Finita la conferenza ho una decina di
minuti e mi metto in fila per acquistare i biglietti per lo
spettacolo ispirato al romanzo di Chesterton, Manalive. Fatica
sprecata perchè è tutto esaurito per entrambi gli spettacoli.
Adesso è chiaro perchè per il monologo sulle Confessioni di
Agostino abbiamo trovato posto! Mi fa anche piacere che pian piano anche i ciellini abbiano scoperto il grande bevitore: quando all'università leggevo estasiato La Sfera e la Croce oppure L'Osteria Volante, mi guardavano come un animale strano.

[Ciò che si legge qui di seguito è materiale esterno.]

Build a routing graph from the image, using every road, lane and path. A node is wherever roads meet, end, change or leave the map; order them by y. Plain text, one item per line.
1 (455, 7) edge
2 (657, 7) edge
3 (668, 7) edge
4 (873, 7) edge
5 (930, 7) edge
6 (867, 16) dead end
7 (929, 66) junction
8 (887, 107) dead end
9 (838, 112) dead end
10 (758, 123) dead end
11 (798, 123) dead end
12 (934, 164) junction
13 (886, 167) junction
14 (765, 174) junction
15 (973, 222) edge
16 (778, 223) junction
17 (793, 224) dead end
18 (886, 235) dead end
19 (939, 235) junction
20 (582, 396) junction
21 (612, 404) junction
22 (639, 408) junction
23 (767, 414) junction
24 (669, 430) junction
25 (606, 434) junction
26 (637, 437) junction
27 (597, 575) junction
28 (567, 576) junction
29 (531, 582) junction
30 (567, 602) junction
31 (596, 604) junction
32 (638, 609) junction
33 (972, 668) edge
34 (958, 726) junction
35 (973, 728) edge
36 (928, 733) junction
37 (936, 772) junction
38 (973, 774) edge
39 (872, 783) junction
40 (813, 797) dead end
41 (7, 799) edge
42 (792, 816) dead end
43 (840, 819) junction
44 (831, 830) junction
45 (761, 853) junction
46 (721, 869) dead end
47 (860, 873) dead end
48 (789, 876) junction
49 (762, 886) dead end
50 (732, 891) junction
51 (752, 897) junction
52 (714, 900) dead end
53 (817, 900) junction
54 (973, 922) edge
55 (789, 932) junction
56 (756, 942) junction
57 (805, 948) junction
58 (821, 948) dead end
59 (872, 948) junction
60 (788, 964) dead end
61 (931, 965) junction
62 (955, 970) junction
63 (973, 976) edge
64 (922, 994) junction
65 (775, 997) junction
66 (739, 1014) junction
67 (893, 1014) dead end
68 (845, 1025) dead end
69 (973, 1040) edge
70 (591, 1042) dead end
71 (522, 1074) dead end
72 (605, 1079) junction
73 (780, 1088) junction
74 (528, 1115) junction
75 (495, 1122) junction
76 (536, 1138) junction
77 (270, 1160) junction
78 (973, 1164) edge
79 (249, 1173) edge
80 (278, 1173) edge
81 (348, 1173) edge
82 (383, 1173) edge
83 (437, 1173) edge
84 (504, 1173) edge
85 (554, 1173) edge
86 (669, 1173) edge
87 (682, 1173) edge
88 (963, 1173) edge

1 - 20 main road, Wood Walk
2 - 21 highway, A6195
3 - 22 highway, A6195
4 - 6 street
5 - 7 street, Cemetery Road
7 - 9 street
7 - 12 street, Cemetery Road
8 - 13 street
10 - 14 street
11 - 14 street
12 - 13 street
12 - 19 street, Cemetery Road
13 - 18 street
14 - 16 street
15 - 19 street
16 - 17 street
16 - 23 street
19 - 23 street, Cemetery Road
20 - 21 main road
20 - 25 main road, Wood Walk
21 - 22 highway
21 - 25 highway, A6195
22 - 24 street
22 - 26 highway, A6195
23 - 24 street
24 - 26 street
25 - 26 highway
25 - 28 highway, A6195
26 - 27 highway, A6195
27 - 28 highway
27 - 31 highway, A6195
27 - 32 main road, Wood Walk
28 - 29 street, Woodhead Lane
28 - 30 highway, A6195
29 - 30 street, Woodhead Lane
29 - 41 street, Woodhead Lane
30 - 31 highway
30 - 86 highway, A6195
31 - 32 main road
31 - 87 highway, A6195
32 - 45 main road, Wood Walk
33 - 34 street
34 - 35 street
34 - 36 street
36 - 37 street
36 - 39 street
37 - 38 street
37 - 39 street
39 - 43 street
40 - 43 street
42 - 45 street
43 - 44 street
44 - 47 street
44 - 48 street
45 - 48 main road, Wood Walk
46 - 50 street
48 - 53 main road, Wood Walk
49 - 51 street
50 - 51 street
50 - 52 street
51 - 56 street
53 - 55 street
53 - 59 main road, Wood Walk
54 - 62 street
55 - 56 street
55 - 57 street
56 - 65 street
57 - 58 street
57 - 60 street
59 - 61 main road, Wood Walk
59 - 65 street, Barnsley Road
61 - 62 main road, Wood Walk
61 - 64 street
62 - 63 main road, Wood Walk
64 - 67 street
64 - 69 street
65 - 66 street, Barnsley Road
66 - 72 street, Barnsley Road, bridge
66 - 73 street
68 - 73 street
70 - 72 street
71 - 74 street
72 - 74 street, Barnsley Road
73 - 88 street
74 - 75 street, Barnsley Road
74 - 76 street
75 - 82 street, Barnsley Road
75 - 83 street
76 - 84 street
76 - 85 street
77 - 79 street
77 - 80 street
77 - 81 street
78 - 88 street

Alle diciassette in D5 Simoncini
(insegna diritto costituzionale a Firenze) modera un dibattito tra
Weiler, Maduto (Ministro per lo Sviluppo del Portogallo) e Carozza
(docente di legge, USA) sui discorsi sociali di Benedetto XVI. Come
al solito Weiler è molto stimolante e preciso, ma io resto sempre
stupito della distanza tra ciò su cui in qualche modo si va a
concordare sul piano teorico e ciò di cui invece si discute con i
politici. Perchè anche ammesso che i politici si invitino per pagare
dazio, per tenerseli buoni, per leccaculismo infine, il punto è
perchè li si debbano tenere buoni. Se lo scopo non è, prima o poi, fare passare le nostre tematiche, a che prò? E se alla fine a me
non importa molto di ciò che fanno gli altri, a condizione che io
abbia la libertà di fare ciò che voglio io, e se questa libertà in
qualche modo, ammettiamo anche con qualche compromesso, ma alla fine
non è pura finzione, ora, questa libertà è ciò per cui si deve
lottare senza se e senza ma, senza tregua, sapendo che o si torna con
gli scudi o sopra! Meglio litigare apertamente con un politico facendogli sapere quali sono i punti irrinunciabili, piuttosto che ingraziarselo all'infinito senza portare a casa nulla. Ma son tutti convinti che ciò che si sta facendo
è ciò che si deve fare.
Torniamo in albergo per cena. Nella
parrocchia vicina hanno messo in scena un monologo basato sul libro
di Erri de Luca, In Nome della Madre. Non è male, belle musiche, De
Andrè resta un grande, sonorità Yiddish. Ma alla fine non capisco
come si faccia a far passare, in una parrocchia oltretutto, letture
così aberranti della figura di Maria. Come diceva Maritain: uomini
dal cuore duro e dalla testa tenera. Guardiamo con la stessa
indifferenza i migranti che affondano sui barconi e gli intellettuali
che propongono visioni della vita e di Dio incompatibili con la
ragione e con qualunque anche pur minima esperienza religiosa.